[PROMPT]: Please return, exactly and only, the lines beginning at the top of the entries below and ending with the line containing "position:absolute; left:0px; top:0px;"; keep out the pictures.

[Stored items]
————

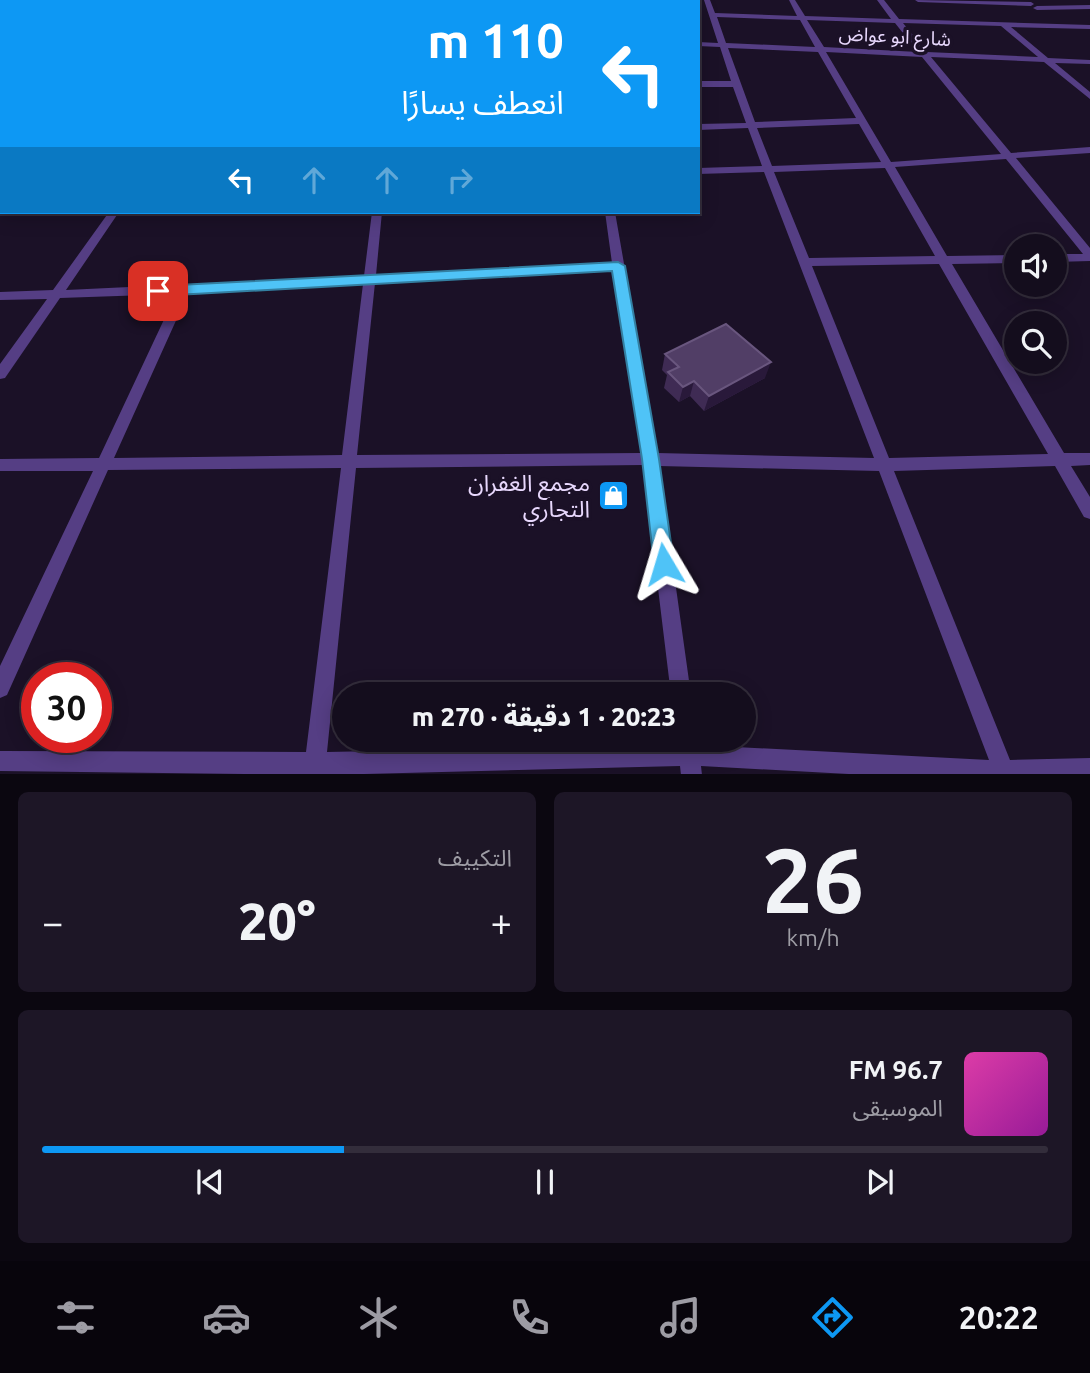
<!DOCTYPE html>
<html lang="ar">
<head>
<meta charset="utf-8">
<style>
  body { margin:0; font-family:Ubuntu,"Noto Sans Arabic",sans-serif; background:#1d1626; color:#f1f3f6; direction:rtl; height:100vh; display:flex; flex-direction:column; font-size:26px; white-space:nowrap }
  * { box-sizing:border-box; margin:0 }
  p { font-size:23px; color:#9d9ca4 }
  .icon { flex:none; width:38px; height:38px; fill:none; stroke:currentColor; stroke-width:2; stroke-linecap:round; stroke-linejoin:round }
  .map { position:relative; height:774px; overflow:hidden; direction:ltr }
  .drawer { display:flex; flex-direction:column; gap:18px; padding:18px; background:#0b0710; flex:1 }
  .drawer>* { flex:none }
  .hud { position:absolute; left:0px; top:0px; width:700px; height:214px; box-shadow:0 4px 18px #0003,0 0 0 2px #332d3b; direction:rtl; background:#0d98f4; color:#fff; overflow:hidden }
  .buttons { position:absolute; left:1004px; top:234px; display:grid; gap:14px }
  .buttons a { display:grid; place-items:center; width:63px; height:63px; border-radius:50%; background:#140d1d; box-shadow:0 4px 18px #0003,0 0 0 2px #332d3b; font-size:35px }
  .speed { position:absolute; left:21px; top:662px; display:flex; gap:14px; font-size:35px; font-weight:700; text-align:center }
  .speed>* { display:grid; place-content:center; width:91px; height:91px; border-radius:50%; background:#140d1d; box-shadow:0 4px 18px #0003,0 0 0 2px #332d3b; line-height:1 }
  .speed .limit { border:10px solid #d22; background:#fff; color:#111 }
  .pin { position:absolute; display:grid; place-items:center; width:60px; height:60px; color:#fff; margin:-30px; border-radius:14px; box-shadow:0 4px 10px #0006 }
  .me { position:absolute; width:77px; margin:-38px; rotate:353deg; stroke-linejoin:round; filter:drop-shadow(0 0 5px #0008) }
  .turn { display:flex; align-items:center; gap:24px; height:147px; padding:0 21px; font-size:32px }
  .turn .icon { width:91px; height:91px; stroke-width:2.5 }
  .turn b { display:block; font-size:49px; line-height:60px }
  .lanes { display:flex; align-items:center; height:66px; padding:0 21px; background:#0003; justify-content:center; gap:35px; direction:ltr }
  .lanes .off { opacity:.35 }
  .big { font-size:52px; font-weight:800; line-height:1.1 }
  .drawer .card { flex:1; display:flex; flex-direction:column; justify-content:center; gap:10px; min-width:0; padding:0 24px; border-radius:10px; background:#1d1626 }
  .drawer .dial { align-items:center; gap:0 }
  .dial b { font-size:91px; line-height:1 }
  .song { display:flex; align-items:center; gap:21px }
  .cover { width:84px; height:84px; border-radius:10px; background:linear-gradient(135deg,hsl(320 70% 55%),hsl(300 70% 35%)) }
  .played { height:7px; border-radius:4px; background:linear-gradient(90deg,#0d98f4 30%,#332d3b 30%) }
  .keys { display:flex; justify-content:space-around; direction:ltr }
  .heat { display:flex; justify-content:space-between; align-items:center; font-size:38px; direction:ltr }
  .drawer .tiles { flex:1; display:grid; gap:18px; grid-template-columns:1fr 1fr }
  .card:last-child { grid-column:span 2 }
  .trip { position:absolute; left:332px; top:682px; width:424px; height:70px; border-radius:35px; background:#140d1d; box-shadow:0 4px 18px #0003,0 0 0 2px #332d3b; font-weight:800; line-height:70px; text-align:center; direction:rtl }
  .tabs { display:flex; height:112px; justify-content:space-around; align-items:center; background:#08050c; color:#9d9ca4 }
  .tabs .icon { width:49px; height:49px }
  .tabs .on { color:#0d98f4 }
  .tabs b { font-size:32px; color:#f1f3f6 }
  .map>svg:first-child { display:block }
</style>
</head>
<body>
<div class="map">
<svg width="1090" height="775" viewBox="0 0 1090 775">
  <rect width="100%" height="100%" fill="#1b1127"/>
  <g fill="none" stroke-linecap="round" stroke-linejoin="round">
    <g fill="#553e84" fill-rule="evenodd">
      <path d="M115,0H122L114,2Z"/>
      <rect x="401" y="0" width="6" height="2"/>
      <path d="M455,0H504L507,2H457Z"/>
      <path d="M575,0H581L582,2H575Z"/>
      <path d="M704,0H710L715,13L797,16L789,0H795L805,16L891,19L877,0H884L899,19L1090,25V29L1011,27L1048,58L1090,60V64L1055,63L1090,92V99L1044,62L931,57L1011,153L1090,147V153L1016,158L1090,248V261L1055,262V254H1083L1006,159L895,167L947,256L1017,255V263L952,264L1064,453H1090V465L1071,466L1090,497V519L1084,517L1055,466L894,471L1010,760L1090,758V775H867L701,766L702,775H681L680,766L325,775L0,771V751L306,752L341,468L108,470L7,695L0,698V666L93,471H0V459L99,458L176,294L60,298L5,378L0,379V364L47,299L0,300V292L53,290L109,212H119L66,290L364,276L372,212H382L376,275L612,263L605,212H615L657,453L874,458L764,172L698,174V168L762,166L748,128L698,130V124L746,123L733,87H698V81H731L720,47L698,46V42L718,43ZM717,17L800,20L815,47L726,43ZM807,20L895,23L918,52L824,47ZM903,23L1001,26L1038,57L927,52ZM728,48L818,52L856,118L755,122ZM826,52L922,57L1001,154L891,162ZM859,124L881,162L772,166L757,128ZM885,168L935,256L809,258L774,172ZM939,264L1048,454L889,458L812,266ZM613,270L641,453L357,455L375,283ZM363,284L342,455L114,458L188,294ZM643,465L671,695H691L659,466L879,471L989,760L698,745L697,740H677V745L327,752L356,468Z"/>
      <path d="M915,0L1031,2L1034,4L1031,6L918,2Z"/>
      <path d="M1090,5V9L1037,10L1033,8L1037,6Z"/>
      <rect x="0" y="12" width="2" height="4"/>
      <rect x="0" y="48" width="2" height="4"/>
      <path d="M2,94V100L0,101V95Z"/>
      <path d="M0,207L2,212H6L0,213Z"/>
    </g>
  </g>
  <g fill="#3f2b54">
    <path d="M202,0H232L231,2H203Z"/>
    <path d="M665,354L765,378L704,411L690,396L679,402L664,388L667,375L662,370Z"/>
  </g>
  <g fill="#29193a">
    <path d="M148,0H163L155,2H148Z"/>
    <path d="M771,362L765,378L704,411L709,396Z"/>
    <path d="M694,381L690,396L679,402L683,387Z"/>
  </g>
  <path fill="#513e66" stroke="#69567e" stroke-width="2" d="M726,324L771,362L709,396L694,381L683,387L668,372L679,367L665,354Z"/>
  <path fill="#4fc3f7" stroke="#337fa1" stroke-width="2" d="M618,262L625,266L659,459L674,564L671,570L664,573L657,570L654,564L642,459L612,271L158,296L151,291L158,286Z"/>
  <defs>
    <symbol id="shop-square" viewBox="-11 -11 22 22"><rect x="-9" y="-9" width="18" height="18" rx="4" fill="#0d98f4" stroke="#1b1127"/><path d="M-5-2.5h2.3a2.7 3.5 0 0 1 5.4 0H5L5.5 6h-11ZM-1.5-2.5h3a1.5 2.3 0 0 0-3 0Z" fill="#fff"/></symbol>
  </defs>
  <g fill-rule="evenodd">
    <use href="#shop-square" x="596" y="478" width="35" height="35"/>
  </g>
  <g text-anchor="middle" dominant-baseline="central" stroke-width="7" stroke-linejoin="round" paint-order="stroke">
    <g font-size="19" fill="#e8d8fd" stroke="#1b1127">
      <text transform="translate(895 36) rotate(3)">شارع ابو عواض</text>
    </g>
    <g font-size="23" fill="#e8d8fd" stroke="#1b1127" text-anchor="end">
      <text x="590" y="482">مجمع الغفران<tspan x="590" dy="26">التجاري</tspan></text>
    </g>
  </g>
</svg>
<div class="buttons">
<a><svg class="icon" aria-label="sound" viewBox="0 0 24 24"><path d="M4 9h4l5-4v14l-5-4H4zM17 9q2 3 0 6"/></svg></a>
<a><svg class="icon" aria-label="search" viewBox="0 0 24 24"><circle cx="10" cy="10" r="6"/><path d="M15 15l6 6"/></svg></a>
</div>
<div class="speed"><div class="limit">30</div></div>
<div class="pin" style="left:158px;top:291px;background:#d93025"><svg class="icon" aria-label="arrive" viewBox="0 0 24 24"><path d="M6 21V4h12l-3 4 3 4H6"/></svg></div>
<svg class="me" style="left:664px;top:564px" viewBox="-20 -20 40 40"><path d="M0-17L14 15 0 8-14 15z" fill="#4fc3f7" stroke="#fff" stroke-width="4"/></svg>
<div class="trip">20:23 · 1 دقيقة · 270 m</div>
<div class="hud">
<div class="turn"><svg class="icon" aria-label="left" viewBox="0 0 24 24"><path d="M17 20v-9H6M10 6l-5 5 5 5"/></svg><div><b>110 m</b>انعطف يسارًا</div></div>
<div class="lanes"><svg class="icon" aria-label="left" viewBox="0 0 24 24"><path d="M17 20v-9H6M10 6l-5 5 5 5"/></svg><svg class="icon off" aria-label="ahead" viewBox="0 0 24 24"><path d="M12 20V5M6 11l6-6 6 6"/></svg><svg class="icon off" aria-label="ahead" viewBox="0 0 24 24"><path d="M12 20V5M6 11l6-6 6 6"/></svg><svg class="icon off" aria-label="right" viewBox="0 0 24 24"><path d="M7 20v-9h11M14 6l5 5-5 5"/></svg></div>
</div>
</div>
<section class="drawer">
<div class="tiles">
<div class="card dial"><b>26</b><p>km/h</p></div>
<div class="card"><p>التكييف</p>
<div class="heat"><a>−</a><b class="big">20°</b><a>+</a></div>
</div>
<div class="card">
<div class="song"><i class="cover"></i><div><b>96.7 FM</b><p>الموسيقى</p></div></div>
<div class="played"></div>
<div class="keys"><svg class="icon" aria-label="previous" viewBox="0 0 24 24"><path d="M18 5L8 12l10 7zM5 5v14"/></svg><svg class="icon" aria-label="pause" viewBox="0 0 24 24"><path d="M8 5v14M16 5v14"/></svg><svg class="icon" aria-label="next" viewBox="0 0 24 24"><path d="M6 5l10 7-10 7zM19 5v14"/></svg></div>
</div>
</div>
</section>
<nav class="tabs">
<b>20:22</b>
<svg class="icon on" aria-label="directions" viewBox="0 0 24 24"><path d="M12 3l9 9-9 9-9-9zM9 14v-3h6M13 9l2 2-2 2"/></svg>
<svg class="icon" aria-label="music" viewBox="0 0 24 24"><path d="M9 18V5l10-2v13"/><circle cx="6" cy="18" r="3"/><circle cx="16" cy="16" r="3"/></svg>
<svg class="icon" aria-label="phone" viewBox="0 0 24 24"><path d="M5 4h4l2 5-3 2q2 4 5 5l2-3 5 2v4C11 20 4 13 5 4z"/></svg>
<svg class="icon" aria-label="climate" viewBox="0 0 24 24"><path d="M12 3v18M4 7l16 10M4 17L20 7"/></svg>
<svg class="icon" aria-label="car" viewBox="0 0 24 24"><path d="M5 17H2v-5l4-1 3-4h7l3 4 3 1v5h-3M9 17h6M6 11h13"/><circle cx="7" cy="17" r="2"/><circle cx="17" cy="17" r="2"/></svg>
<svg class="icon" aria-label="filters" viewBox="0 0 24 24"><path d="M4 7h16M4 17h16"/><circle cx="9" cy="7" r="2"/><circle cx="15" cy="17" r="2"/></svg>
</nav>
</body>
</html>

————

[REPLY TO THE TASK]:
<!DOCTYPE html>
<html lang="ar">
<head>
<meta charset="utf-8">
<style>
  body { margin:0; font-family:Ubuntu,"Noto Sans Arabic",sans-serif; background:#1d1626; color:#f1f3f6; direction:rtl; height:100vh; display:flex; flex-direction:column; font-size:26px; white-space:nowrap }
  * { box-sizing:border-box; margin:0 }
  p { font-size:23px; color:#9d9ca4 }
  .icon { flex:none; width:38px; height:38px; fill:none; stroke:currentColor; stroke-width:2; stroke-linecap:round; stroke-linejoin:round }
  .map { position:relative; height:774px; overflow:hidden; direction:ltr }
  .drawer { display:flex; flex-direction:column; gap:18px; padding:18px; background:#0b0710; flex:1 }
  .drawer>* { flex:none }
  .hud { position:absolute; left:0px; top:0px; width:700px; height:214px; box-shadow:0 4px 18px #0003,0 0 0 2px #332d3b; direction:rtl; background:#0d98f4; color:#fff; overflow:hidden }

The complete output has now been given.